*ASSIGNMENT*. Where the data below shows a picture, leave that picture out and copy the rest exactly.

*** DATASET EXTRACT Section Begins ***

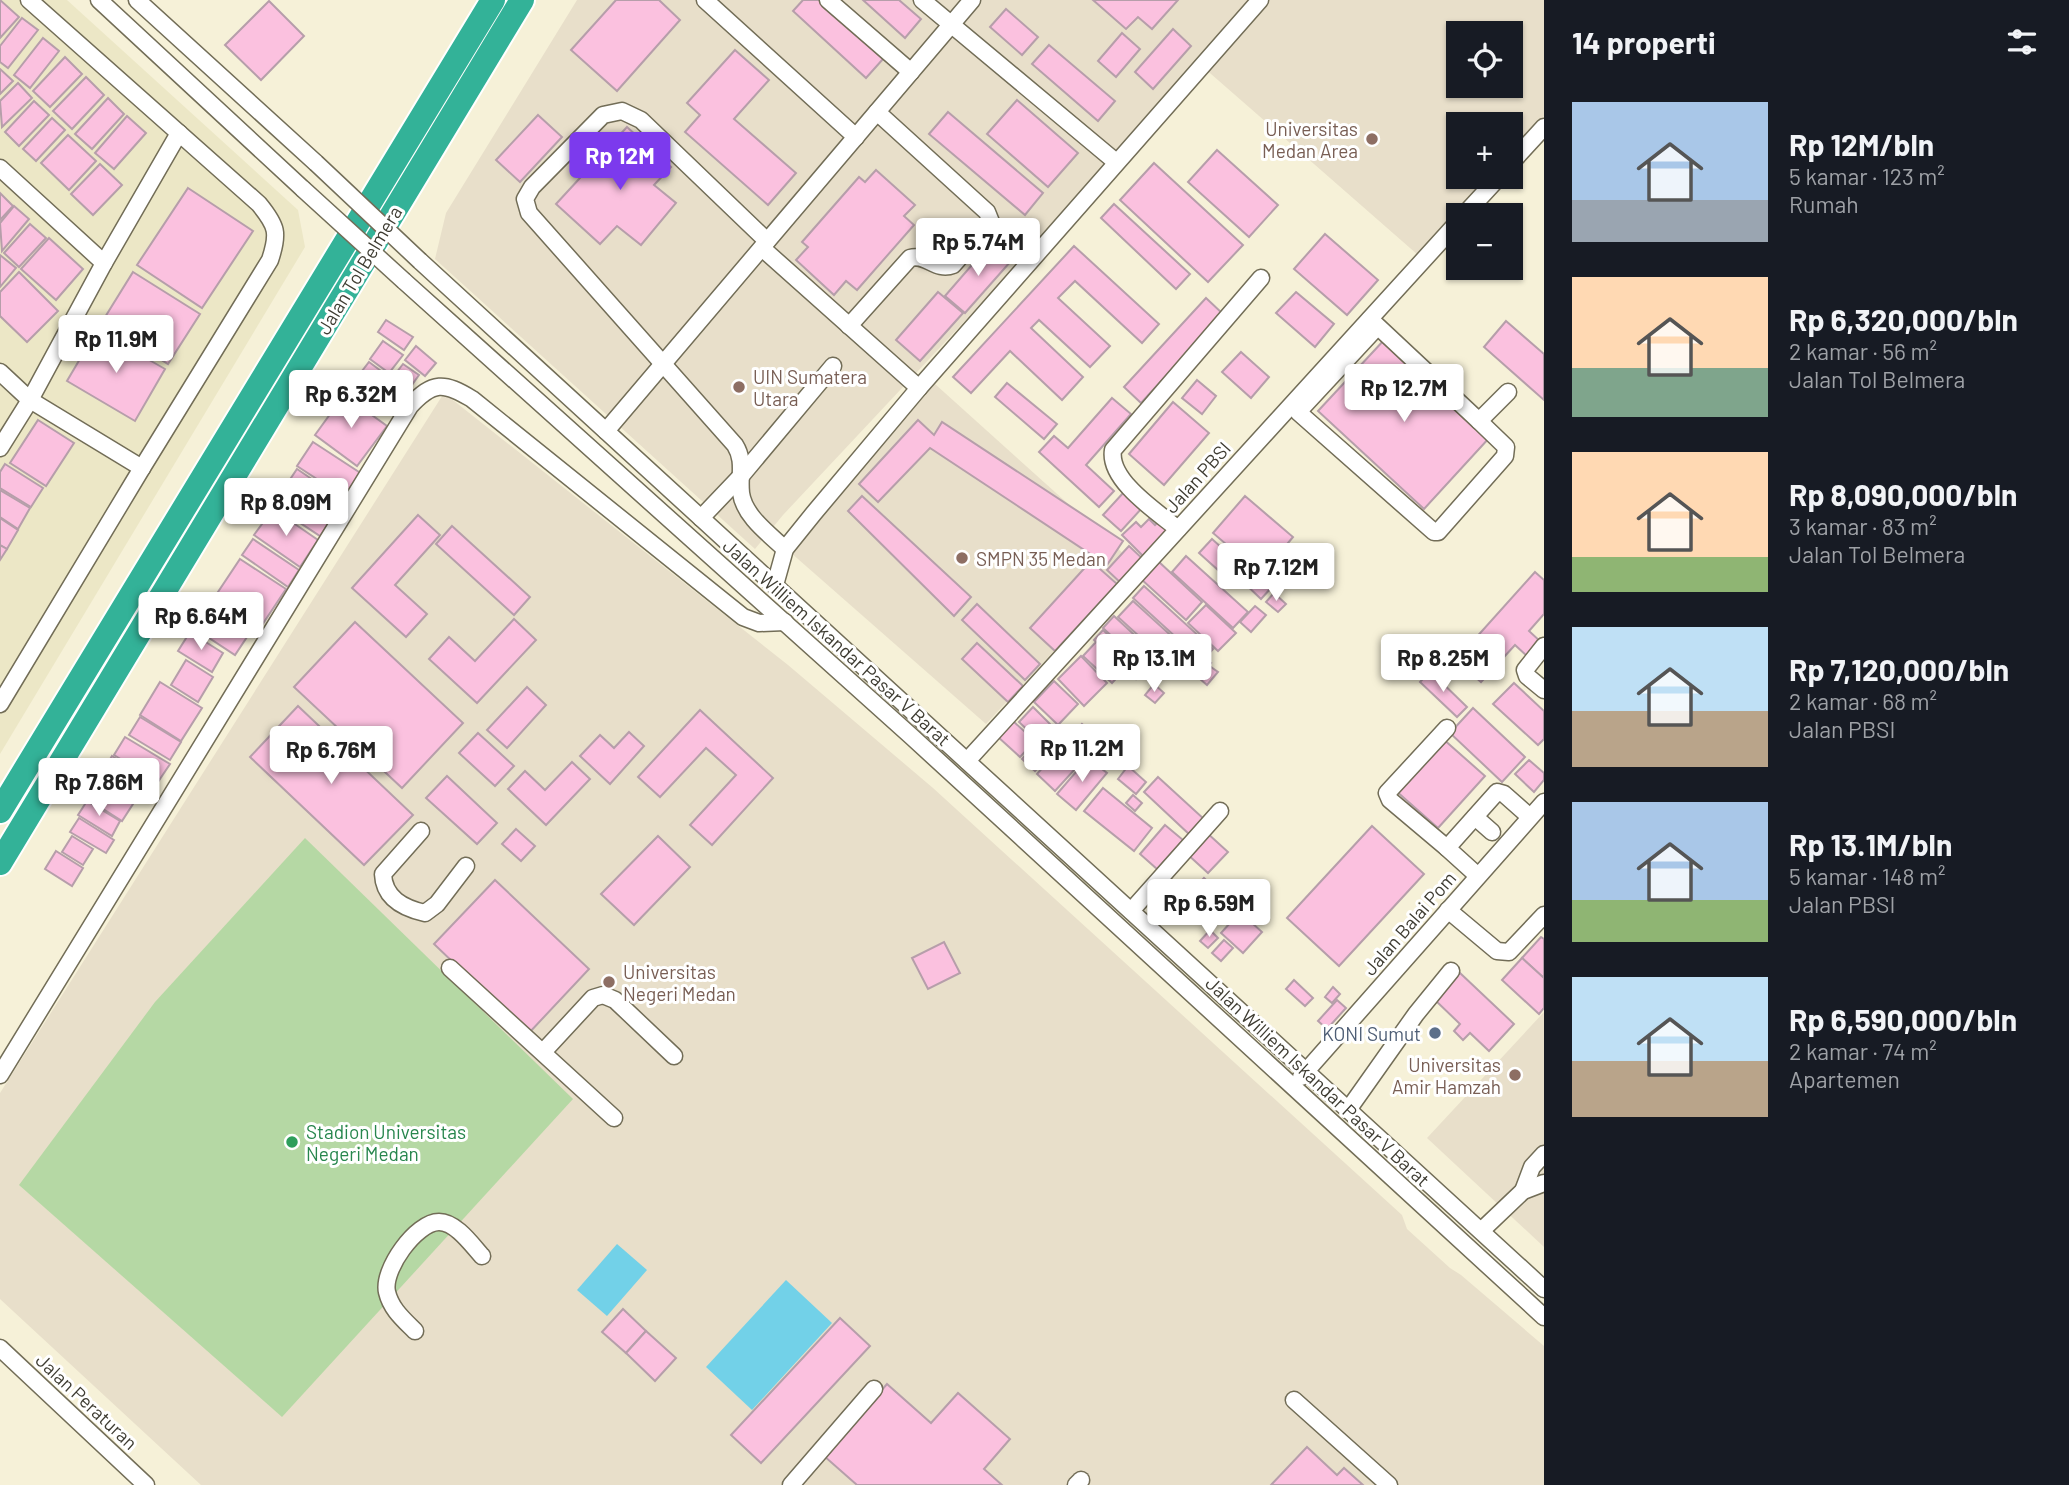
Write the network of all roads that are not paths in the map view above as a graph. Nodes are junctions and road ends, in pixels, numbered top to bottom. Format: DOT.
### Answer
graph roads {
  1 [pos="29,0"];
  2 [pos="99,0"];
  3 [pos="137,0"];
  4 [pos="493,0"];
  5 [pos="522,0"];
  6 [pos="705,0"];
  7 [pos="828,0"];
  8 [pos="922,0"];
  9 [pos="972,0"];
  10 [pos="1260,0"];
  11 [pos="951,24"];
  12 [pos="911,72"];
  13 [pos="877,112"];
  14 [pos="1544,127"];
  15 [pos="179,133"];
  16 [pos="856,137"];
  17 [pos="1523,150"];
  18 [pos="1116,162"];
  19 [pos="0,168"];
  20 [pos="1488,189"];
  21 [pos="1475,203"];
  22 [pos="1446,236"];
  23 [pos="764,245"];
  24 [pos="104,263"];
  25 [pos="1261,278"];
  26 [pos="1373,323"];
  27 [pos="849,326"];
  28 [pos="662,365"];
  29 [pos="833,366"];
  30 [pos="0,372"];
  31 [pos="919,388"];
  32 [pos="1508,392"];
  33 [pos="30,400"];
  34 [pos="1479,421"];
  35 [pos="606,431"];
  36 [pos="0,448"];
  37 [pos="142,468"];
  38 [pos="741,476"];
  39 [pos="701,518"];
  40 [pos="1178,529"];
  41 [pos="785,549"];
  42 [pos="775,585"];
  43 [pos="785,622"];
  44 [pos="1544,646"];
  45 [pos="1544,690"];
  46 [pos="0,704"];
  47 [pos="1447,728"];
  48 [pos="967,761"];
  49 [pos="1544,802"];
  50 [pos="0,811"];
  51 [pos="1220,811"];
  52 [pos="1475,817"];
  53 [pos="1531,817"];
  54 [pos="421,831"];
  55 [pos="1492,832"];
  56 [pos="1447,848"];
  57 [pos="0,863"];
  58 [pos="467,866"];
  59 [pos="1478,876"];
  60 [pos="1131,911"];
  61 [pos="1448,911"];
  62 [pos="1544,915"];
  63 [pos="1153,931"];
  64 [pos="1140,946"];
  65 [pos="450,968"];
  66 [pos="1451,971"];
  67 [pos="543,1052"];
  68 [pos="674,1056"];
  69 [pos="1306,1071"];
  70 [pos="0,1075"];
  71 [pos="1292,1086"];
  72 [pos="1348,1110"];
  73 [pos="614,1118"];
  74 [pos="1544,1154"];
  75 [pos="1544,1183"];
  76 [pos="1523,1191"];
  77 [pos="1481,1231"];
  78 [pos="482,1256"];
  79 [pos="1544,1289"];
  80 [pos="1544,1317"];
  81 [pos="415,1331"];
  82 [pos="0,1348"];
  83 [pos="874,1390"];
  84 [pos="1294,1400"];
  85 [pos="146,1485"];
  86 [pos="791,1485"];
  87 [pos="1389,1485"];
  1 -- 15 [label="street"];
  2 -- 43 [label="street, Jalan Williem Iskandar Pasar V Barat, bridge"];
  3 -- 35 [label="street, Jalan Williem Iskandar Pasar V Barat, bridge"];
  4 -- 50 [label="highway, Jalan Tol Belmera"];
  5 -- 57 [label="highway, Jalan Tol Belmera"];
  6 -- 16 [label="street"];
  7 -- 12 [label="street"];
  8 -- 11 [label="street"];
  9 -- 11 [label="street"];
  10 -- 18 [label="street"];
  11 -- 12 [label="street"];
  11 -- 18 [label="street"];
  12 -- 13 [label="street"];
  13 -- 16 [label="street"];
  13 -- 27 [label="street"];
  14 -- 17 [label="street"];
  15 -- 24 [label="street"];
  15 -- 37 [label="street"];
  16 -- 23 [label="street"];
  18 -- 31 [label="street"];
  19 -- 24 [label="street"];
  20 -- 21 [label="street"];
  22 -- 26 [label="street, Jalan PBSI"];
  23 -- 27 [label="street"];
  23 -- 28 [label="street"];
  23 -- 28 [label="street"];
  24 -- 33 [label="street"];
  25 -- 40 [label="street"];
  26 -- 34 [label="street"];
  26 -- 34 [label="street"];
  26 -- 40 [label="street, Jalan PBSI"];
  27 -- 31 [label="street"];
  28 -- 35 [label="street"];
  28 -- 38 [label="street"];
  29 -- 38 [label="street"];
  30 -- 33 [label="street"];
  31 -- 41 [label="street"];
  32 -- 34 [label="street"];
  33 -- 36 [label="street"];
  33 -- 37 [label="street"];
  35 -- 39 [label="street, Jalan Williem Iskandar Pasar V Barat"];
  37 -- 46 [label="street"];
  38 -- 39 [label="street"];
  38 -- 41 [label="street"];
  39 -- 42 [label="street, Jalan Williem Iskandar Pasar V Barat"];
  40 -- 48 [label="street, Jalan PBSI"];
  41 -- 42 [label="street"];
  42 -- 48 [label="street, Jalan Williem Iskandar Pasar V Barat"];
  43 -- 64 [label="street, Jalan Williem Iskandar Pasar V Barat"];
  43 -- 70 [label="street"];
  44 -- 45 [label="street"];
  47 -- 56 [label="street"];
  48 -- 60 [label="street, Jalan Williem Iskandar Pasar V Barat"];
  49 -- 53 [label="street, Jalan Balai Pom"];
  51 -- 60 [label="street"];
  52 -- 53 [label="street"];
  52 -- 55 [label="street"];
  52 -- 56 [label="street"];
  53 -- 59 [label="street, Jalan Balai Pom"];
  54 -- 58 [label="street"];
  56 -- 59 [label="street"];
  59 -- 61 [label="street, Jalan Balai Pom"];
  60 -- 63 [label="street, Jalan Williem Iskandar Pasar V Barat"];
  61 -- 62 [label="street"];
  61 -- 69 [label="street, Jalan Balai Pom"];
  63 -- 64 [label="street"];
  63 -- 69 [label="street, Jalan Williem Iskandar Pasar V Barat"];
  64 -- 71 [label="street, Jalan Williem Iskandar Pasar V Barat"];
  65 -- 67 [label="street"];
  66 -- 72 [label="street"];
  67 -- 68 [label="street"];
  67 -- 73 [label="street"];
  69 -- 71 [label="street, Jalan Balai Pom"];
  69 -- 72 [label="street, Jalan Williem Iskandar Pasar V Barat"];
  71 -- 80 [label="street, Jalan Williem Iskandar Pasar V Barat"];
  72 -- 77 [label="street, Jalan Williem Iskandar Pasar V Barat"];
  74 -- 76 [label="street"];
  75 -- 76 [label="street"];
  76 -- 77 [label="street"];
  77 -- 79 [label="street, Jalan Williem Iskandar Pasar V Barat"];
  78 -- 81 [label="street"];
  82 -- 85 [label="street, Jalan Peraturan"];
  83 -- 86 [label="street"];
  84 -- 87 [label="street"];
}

*** DATASET EXTRACT Section Ends ***

*THE COMPLETED TASK*.
Write the network of all roads that are not paths in the map view above as a graph. Nodes are junctions and road ends, in pixels, numbered top to bottom. Format: DOT.
### Answer
graph roads {
  1 [pos="29,0"];
  2 [pos="99,0"];
  3 [pos="137,0"];
  4 [pos="493,0"];
  5 [pos="522,0"];
  6 [pos="705,0"];
  7 [pos="828,0"];
  8 [pos="922,0"];
  9 [pos="972,0"];
  10 [pos="1260,0"];
  11 [pos="951,24"];
  12 [pos="911,72"];
  13 [pos="877,112"];
  14 [pos="1544,127"];
  15 [pos="179,133"];
  16 [pos="856,137"];
  17 [pos="1523,150"];
  18 [pos="1116,162"];
  19 [pos="0,168"];
  20 [pos="1488,189"];
  21 [pos="1475,203"];
  22 [pos="1446,236"];
  23 [pos="764,245"];
  24 [pos="104,263"];
  25 [pos="1261,278"];
  26 [pos="1373,323"];
  27 [pos="849,326"];
  28 [pos="662,365"];
  29 [pos="833,366"];
  30 [pos="0,372"];
  31 [pos="919,388"];
  32 [pos="1508,392"];
  33 [pos="30,400"];
  34 [pos="1479,421"];
  35 [pos="606,431"];
  36 [pos="0,448"];
  37 [pos="142,468"];
  38 [pos="741,476"];
  39 [pos="701,518"];
  40 [pos="1178,529"];
  41 [pos="785,549"];
  42 [pos="775,585"];
  43 [pos="785,622"];
  44 [pos="1544,646"];
  45 [pos="1544,690"];
  46 [pos="0,704"];
  47 [pos="1447,728"];
  48 [pos="967,761"];
  49 [pos="1544,802"];
  50 [pos="0,811"];
  51 [pos="1220,811"];
  52 [pos="1475,817"];
  53 [pos="1531,817"];
  54 [pos="421,831"];
  55 [pos="1492,832"];
  56 [pos="1447,848"];
  57 [pos="0,863"];
  58 [pos="467,866"];
  59 [pos="1478,876"];
  60 [pos="1131,911"];
  61 [pos="1448,911"];
  62 [pos="1544,915"];
  63 [pos="1153,931"];
  64 [pos="1140,946"];
  65 [pos="450,968"];
  66 [pos="1451,971"];
  67 [pos="543,1052"];
  68 [pos="674,1056"];
  69 [pos="1306,1071"];
  70 [pos="0,1075"];
  71 [pos="1292,1086"];
  72 [pos="1348,1110"];
  73 [pos="614,1118"];
  74 [pos="1544,1154"];
  75 [pos="1544,1183"];
  76 [pos="1523,1191"];
  77 [pos="1481,1231"];
  78 [pos="482,1256"];
  79 [pos="1544,1289"];
  80 [pos="1544,1317"];
  81 [pos="415,1331"];
  82 [pos="0,1348"];
  83 [pos="874,1390"];
  84 [pos="1294,1400"];
  85 [pos="146,1485"];
  86 [pos="791,1485"];
  87 [pos="1389,1485"];
  1 -- 15 [label="street"];
  2 -- 43 [label="street, Jalan Williem Iskandar Pasar V Barat, bridge"];
  3 -- 35 [label="street, Jalan Williem Iskandar Pasar V Barat, bridge"];
  4 -- 50 [label="highway, Jalan Tol Belmera"];
  5 -- 57 [label="highway, Jalan Tol Belmera"];
  6 -- 16 [label="street"];
  7 -- 12 [label="street"];
  8 -- 11 [label="street"];
  9 -- 11 [label="street"];
  10 -- 18 [label="street"];
  11 -- 12 [label="street"];
  11 -- 18 [label="street"];
  12 -- 13 [label="street"];
  13 -- 16 [label="street"];
  13 -- 27 [label="street"];
  14 -- 17 [label="street"];
  15 -- 24 [label="street"];
  15 -- 37 [label="street"];
  16 -- 23 [label="street"];
  18 -- 31 [label="street"];
  19 -- 24 [label="street"];
  20 -- 21 [label="street"];
  22 -- 26 [label="street, Jalan PBSI"];
  23 -- 27 [label="street"];
  23 -- 28 [label="street"];
  23 -- 28 [label="street"];
  24 -- 33 [label="street"];
  25 -- 40 [label="street"];
  26 -- 34 [label="street"];
  26 -- 34 [label="street"];
  26 -- 40 [label="street, Jalan PBSI"];
  27 -- 31 [label="street"];
  28 -- 35 [label="street"];
  28 -- 38 [label="street"];
  29 -- 38 [label="street"];
  30 -- 33 [label="street"];
  31 -- 41 [label="street"];
  32 -- 34 [label="street"];
  33 -- 36 [label="street"];
  33 -- 37 [label="street"];
  35 -- 39 [label="street, Jalan Williem Iskandar Pasar V Barat"];
  37 -- 46 [label="street"];
  38 -- 39 [label="street"];
  38 -- 41 [label="street"];
  39 -- 42 [label="street, Jalan Williem Iskandar Pasar V Barat"];
  40 -- 48 [label="street, Jalan PBSI"];
  41 -- 42 [label="street"];
  42 -- 48 [label="street, Jalan Williem Iskandar Pasar V Barat"];
  43 -- 64 [label="street, Jalan Williem Iskandar Pasar V Barat"];
  43 -- 70 [label="street"];
  44 -- 45 [label="street"];
  47 -- 56 [label="street"];
  48 -- 60 [label="street, Jalan Williem Iskandar Pasar V Barat"];
  49 -- 53 [label="street, Jalan Balai Pom"];
  51 -- 60 [label="street"];
  52 -- 53 [label="street"];
  52 -- 55 [label="street"];
  52 -- 56 [label="street"];
  53 -- 59 [label="street, Jalan Balai Pom"];
  54 -- 58 [label="street"];
  56 -- 59 [label="street"];
  59 -- 61 [label="street, Jalan Balai Pom"];
  60 -- 63 [label="street, Jalan Williem Iskandar Pasar V Barat"];
  61 -- 62 [label="street"];
  61 -- 69 [label="street, Jalan Balai Pom"];
  63 -- 64 [label="street"];
  63 -- 69 [label="street, Jalan Williem Iskandar Pasar V Barat"];
  64 -- 71 [label="street, Jalan Williem Iskandar Pasar V Barat"];
  65 -- 67 [label="street"];
  66 -- 72 [label="street"];
  67 -- 68 [label="street"];
  67 -- 73 [label="street"];
  69 -- 71 [label="street, Jalan Balai Pom"];
  69 -- 72 [label="street, Jalan Williem Iskandar Pasar V Barat"];
  71 -- 80 [label="street, Jalan Williem Iskandar Pasar V Barat"];
  72 -- 77 [label="street, Jalan Williem Iskandar Pasar V Barat"];
  74 -- 76 [label="street"];
  75 -- 76 [label="street"];
  76 -- 77 [label="street"];
  77 -- 79 [label="street, Jalan Williem Iskandar Pasar V Barat"];
  78 -- 81 [label="street"];
  82 -- 85 [label="street, Jalan Peraturan"];
  83 -- 86 [label="street"];
  84 -- 87 [label="street"];
}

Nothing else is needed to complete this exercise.